The Team: Studio REFUGE

The Site: Wijnhaveneiland

The Tutor: Harmon van der Wall (Krill Architects)

Over the course of the next two weeks our group, Studio REFUGE, has the task of proposing future development interventions/scenarios that will transform Rotterdam’s original core into a reality consistent with the Open-City philosophy – a collective, attractive (literally, serve as an attractor), and economically strong environment.  We wanted to tap into a design pool familiar with the public spaces of Rotterdam.  We started an archinect discussion about the future potential industries.  See in-progress string here.

Our site has the potential to become the densest part of the city.  We are an island of low, mid, and high-rise development, with plans to go extremely vertical.  Additionally, it is a well connected piece of the city and within walking distance of all major landmarks, neighborhoods, attractions, and regional transit hubs.  On my first day in Rotterdam, I found myself on the island without even realizing I was isolated.  Dutch landscape architects have proposed changes to the area for years.  Why haven’t any of these open space solutions been realized?

I am finding that many threads are connecting the intentions of Open City with my own interests in new cities and new pubic space typologies.  My posts over the course of this program (the next 10 days) might be the stream of consciousness that flows around the nodes of structured studio time.

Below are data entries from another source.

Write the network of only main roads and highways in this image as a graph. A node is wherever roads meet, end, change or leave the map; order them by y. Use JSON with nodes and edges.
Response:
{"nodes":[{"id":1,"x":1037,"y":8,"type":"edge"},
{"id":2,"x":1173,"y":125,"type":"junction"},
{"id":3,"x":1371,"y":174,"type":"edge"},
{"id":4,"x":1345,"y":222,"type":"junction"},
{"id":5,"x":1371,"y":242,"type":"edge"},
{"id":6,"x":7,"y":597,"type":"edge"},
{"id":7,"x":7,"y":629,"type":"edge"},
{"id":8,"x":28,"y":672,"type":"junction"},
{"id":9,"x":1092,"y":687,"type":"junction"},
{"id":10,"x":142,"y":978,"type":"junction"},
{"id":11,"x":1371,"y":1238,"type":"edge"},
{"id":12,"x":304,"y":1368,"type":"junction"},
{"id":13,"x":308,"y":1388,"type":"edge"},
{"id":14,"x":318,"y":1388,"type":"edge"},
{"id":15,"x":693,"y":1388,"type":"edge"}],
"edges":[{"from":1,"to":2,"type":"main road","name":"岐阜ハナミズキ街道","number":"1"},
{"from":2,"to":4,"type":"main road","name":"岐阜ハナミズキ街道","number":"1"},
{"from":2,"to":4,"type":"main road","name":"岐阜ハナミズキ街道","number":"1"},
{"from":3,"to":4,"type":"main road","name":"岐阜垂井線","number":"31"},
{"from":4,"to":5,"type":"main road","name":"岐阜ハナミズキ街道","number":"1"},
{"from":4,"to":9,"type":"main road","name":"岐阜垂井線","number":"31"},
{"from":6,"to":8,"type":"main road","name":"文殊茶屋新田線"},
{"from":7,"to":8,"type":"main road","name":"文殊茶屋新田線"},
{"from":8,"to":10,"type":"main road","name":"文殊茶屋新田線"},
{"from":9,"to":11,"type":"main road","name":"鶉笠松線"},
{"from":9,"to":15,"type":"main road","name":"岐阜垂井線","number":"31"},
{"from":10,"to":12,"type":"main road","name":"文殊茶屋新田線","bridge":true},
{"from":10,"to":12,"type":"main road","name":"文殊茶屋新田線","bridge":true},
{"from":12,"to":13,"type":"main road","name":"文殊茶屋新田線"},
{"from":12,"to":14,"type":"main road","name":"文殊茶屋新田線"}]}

The concept of 3D city refers to the rethinking, or challenging, of the current urban landscape to create a multi-directional network of urban space.  (Rethinking the orientation of the urban landscape)

The open city philosophy encourages new and abundant activity on the street.  We challenge the traditional orientation and use of streets to activate the city center.

We reorient the city center networks of transportation, circulation, from mainly ground level and horizontal to a highly vertical and three dimensional scenario.

By building upward and outward, we blur the boundaries of building an object and link.  With an image-able vision of a new city center, we explore the possibilities of an architecture of assimilation.

Rotterdam Open City attempts to be an “attractive” city.  A attractor of people, events, activity, and public life.  Visitors in the open city feel welcome, way-find with ease, and enjoy a dynamic set of city amenities.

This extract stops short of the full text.